### Material for the task ###
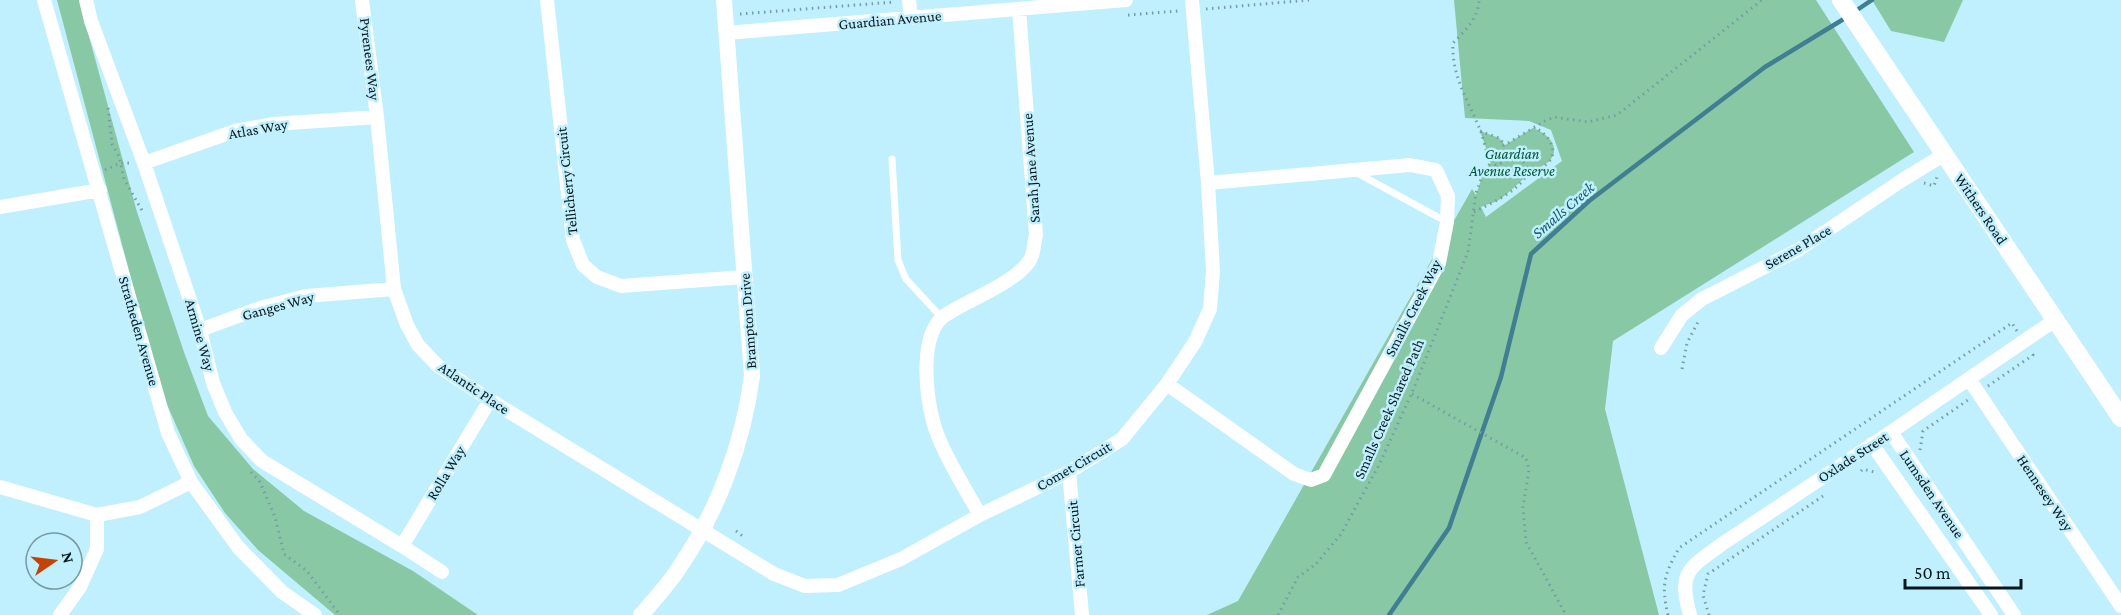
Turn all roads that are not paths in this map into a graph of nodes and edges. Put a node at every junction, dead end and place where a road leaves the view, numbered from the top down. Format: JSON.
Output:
{"nodes":[{"id":1,"x":44,"y":0,"type":"edge"},
{"id":2,"x":86,"y":0,"type":"edge"},
{"id":3,"x":362,"y":0,"type":"edge"},
{"id":4,"x":547,"y":0,"type":"edge"},
{"id":5,"x":909,"y":0,"type":"edge"},
{"id":6,"x":1126,"y":0,"type":"edge"},
{"id":7,"x":1192,"y":0,"type":"edge"},
{"id":8,"x":1842,"y":1,"type":"edge"},
{"id":9,"x":724,"y":7,"type":"edge"},
{"id":10,"x":1018,"y":9,"type":"junction"},
{"id":11,"x":911,"y":18,"type":"junction"},
{"id":12,"x":726,"y":33,"type":"junction"},
{"id":13,"x":377,"y":117,"type":"junction"},
{"id":14,"x":1944,"y":154,"type":"junction"},
{"id":15,"x":892,"y":159,"type":"dead end"},
{"id":16,"x":144,"y":163,"type":"junction"},
{"id":17,"x":1353,"y":170,"type":"junction"},
{"id":18,"x":1208,"y":183,"type":"junction"},
{"id":19,"x":100,"y":190,"type":"junction"},
{"id":20,"x":0,"y":207,"type":"edge"},
{"id":21,"x":1447,"y":222,"type":"junction"},
{"id":22,"x":744,"y":276,"type":"junction"},
{"id":23,"x":394,"y":289,"type":"junction"},
{"id":24,"x":942,"y":318,"type":"junction"},
{"id":25,"x":2055,"y":320,"type":"junction"},
{"id":26,"x":200,"y":330,"type":"junction"},
{"id":27,"x":1661,"y":348,"type":"dead end"},
{"id":28,"x":1969,"y":379,"type":"junction"},
{"id":29,"x":1167,"y":384,"type":"junction"},
{"id":30,"x":490,"y":400,"type":"junction"},
{"id":31,"x":2121,"y":418,"type":"edge"},
{"id":32,"x":1891,"y":432,"type":"junction"},
{"id":33,"x":1872,"y":444,"type":"junction"},
{"id":34,"x":1069,"y":472,"type":"junction"},
{"id":35,"x":191,"y":482,"type":"junction"},
{"id":36,"x":0,"y":487,"type":"edge"},
{"id":37,"x":98,"y":515,"type":"junction"},
{"id":38,"x":980,"y":515,"type":"junction"},
{"id":39,"x":702,"y":529,"type":"junction"},
{"id":40,"x":402,"y":546,"type":"junction"},
{"id":41,"x":442,"y":572,"type":"dead end"},
{"id":42,"x":2121,"y":606,"type":"edge"},
{"id":43,"x":60,"y":615,"type":"edge"},
{"id":44,"x":315,"y":615,"type":"edge"},
{"id":45,"x":641,"y":615,"type":"edge"},
{"id":46,"x":1082,"y":615,"type":"edge"},
{"id":47,"x":1690,"y":615,"type":"edge"},
{"id":48,"x":1991,"y":615,"type":"edge"},
{"id":49,"x":2014,"y":615,"type":"edge"}],
"edges":[{"from":1,"to":19,"type":"street","name":"Stratheden Avenue"},
{"from":2,"to":16,"type":"street","name":"Armine Way"},
{"from":3,"to":13,"type":"street","name":"Pyrenees Way"},
{"from":4,"to":22,"type":"street","name":"Tellicherry Circuit"},
{"from":5,"to":11,"type":"street"},
{"from":6,"to":10,"type":"street","name":"Guardian Avenue"},
{"from":7,"to":18,"type":"street","name":"Comet Circuit"},
{"from":8,"to":14,"type":"main road","name":"Withers Road"},
{"from":9,"to":12,"type":"street","name":"Brampton Drive"},
{"from":10,"to":11,"type":"street","name":"Guardian Avenue"},
{"from":10,"to":24,"type":"street","name":"Sarah Jane Avenue"},
{"from":11,"to":12,"type":"street","name":"Guardian Avenue"},
{"from":12,"to":22,"type":"street","name":"Brampton Drive"},
{"from":13,"to":16,"type":"street","name":"Atlas Way"},
{"from":13,"to":23,"type":"street","name":"Atlantic Place"},
{"from":14,"to":25,"type":"main road","name":"Withers Road"},
{"from":14,"to":27,"type":"street","name":"Serene Place"},
{"from":15,"to":24,"type":"lane"},
{"from":16,"to":26,"type":"street","name":"Armine Way"},
{"from":17,"to":18,"type":"street","name":"Smalls Creek Way"},
{"from":17,"to":21,"type":"lane"},
{"from":17,"to":21,"type":"street","name":"Smalls Creek Way"},
{"from":18,"to":29,"type":"street","name":"Comet Circuit"},
{"from":19,"to":20,"type":"street"},
{"from":19,"to":35,"type":"street","name":"Stratheden Avenue"},
{"from":21,"to":29,"type":"street","name":"Smalls Creek Way"},
{"from":22,"to":39,"type":"street","name":"Brampton Drive"},
{"from":23,"to":26,"type":"street","name":"Ganges Way"},
{"from":23,"to":30,"type":"street","name":"Atlantic Place"},
{"from":24,"to":38,"type":"street"},
{"from":25,"to":28,"type":"street","name":"Oxlade Street"},
{"from":25,"to":31,"type":"main road","name":"Withers Road"},
{"from":26,"to":40,"type":"street","name":"Armine Way"},
{"from":28,"to":32,"type":"street","name":"Oxlade Street"},
{"from":28,"to":42,"type":"street","name":"Hennesey Way"},
{"from":29,"to":34,"type":"street","name":"Comet Circuit"},
{"from":30,"to":39,"type":"street","name":"Atlantic Place"},
{"from":30,"to":40,"type":"street","name":"Rolla Way"},
{"from":32,"to":33,"type":"street","name":"Oxlade Street"},
{"from":32,"to":49,"type":"street","name":"Lumsden Avenue"},
{"from":33,"to":47,"type":"street","name":"Oxlade Street"},
{"from":33,"to":48,"type":"street","name":"Lumsden Avenue"},
{"from":34,"to":38,"type":"street","name":"Comet Circuit"},
{"from":34,"to":46,"type":"street","name":"Farmer Circuit"},
{"from":35,"to":37,"type":"street"},
{"from":35,"to":44,"type":"street","name":"Stratheden Avenue"},
{"from":36,"to":37,"type":"street"},
{"from":37,"to":43,"type":"street"},
{"from":38,"to":39,"type":"street","name":"Comet Circuit"},
{"from":39,"to":45,"type":"street","name":"Brampton Drive"},
{"from":40,"to":41,"type":"street","name":"Armine Way"}]}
###
→ **Work to complete**
Set down every entry above exactly as written, but skip the pictures.

→ **Exercise response**
Turn all roads that are not paths in this map into a graph of nodes and edges. Put a node at every junction, dead end and place where a road leaves the view, numbered from the top down. Format: JSON.
Output:
{"nodes":[{"id":1,"x":44,"y":0,"type":"edge"},
{"id":2,"x":86,"y":0,"type":"edge"},
{"id":3,"x":362,"y":0,"type":"edge"},
{"id":4,"x":547,"y":0,"type":"edge"},
{"id":5,"x":909,"y":0,"type":"edge"},
{"id":6,"x":1126,"y":0,"type":"edge"},
{"id":7,"x":1192,"y":0,"type":"edge"},
{"id":8,"x":1842,"y":1,"type":"edge"},
{"id":9,"x":724,"y":7,"type":"edge"},
{"id":10,"x":1018,"y":9,"type":"junction"},
{"id":11,"x":911,"y":18,"type":"junction"},
{"id":12,"x":726,"y":33,"type":"junction"},
{"id":13,"x":377,"y":117,"type":"junction"},
{"id":14,"x":1944,"y":154,"type":"junction"},
{"id":15,"x":892,"y":159,"type":"dead end"},
{"id":16,"x":144,"y":163,"type":"junction"},
{"id":17,"x":1353,"y":170,"type":"junction"},
{"id":18,"x":1208,"y":183,"type":"junction"},
{"id":19,"x":100,"y":190,"type":"junction"},
{"id":20,"x":0,"y":207,"type":"edge"},
{"id":21,"x":1447,"y":222,"type":"junction"},
{"id":22,"x":744,"y":276,"type":"junction"},
{"id":23,"x":394,"y":289,"type":"junction"},
{"id":24,"x":942,"y":318,"type":"junction"},
{"id":25,"x":2055,"y":320,"type":"junction"},
{"id":26,"x":200,"y":330,"type":"junction"},
{"id":27,"x":1661,"y":348,"type":"dead end"},
{"id":28,"x":1969,"y":379,"type":"junction"},
{"id":29,"x":1167,"y":384,"type":"junction"},
{"id":30,"x":490,"y":400,"type":"junction"},
{"id":31,"x":2121,"y":418,"type":"edge"},
{"id":32,"x":1891,"y":432,"type":"junction"},
{"id":33,"x":1872,"y":444,"type":"junction"},
{"id":34,"x":1069,"y":472,"type":"junction"},
{"id":35,"x":191,"y":482,"type":"junction"},
{"id":36,"x":0,"y":487,"type":"edge"},
{"id":37,"x":98,"y":515,"type":"junction"},
{"id":38,"x":980,"y":515,"type":"junction"},
{"id":39,"x":702,"y":529,"type":"junction"},
{"id":40,"x":402,"y":546,"type":"junction"},
{"id":41,"x":442,"y":572,"type":"dead end"},
{"id":42,"x":2121,"y":606,"type":"edge"},
{"id":43,"x":60,"y":615,"type":"edge"},
{"id":44,"x":315,"y":615,"type":"edge"},
{"id":45,"x":641,"y":615,"type":"edge"},
{"id":46,"x":1082,"y":615,"type":"edge"},
{"id":47,"x":1690,"y":615,"type":"edge"},
{"id":48,"x":1991,"y":615,"type":"edge"},
{"id":49,"x":2014,"y":615,"type":"edge"}],
"edges":[{"from":1,"to":19,"type":"street","name":"Stratheden Avenue"},
{"from":2,"to":16,"type":"street","name":"Armine Way"},
{"from":3,"to":13,"type":"street","name":"Pyrenees Way"},
{"from":4,"to":22,"type":"street","name":"Tellicherry Circuit"},
{"from":5,"to":11,"type":"street"},
{"from":6,"to":10,"type":"street","name":"Guardian Avenue"},
{"from":7,"to":18,"type":"street","name":"Comet Circuit"},
{"from":8,"to":14,"type":"main road","name":"Withers Road"},
{"from":9,"to":12,"type":"street","name":"Brampton Drive"},
{"from":10,"to":11,"type":"street","name":"Guardian Avenue"},
{"from":10,"to":24,"type":"street","name":"Sarah Jane Avenue"},
{"from":11,"to":12,"type":"street","name":"Guardian Avenue"},
{"from":12,"to":22,"type":"street","name":"Brampton Drive"},
{"from":13,"to":16,"type":"street","name":"Atlas Way"},
{"from":13,"to":23,"type":"street","name":"Atlantic Place"},
{"from":14,"to":25,"type":"main road","name":"Withers Road"},
{"from":14,"to":27,"type":"street","name":"Serene Place"},
{"from":15,"to":24,"type":"lane"},
{"from":16,"to":26,"type":"street","name":"Armine Way"},
{"from":17,"to":18,"type":"street","name":"Smalls Creek Way"},
{"from":17,"to":21,"type":"lane"},
{"from":17,"to":21,"type":"street","name":"Smalls Creek Way"},
{"from":18,"to":29,"type":"street","name":"Comet Circuit"},
{"from":19,"to":20,"type":"street"},
{"from":19,"to":35,"type":"street","name":"Stratheden Avenue"},
{"from":21,"to":29,"type":"street","name":"Smalls Creek Way"},
{"from":22,"to":39,"type":"street","name":"Brampton Drive"},
{"from":23,"to":26,"type":"street","name":"Ganges Way"},
{"from":23,"to":30,"type":"street","name":"Atlantic Place"},
{"from":24,"to":38,"type":"street"},
{"from":25,"to":28,"type":"street","name":"Oxlade Street"},
{"from":25,"to":31,"type":"main road","name":"Withers Road"},
{"from":26,"to":40,"type":"street","name":"Armine Way"},
{"from":28,"to":32,"type":"street","name":"Oxlade Street"},
{"from":28,"to":42,"type":"street","name":"Hennesey Way"},
{"from":29,"to":34,"type":"street","name":"Comet Circuit"},
{"from":30,"to":39,"type":"street","name":"Atlantic Place"},
{"from":30,"to":40,"type":"street","name":"Rolla Way"},
{"from":32,"to":33,"type":"street","name":"Oxlade Street"},
{"from":32,"to":49,"type":"street","name":"Lumsden Avenue"},
{"from":33,"to":47,"type":"street","name":"Oxlade Street"},
{"from":33,"to":48,"type":"street","name":"Lumsden Avenue"},
{"from":34,"to":38,"type":"street","name":"Comet Circuit"},
{"from":34,"to":46,"type":"street","name":"Farmer Circuit"},
{"from":35,"to":37,"type":"street"},
{"from":35,"to":44,"type":"street","name":"Stratheden Avenue"},
{"from":36,"to":37,"type":"street"},
{"from":37,"to":43,"type":"street"},
{"from":38,"to":39,"type":"street","name":"Comet Circuit"},
{"from":39,"to":45,"type":"street","name":"Brampton Drive"},
{"from":40,"to":41,"type":"street","name":"Armine Way"}]}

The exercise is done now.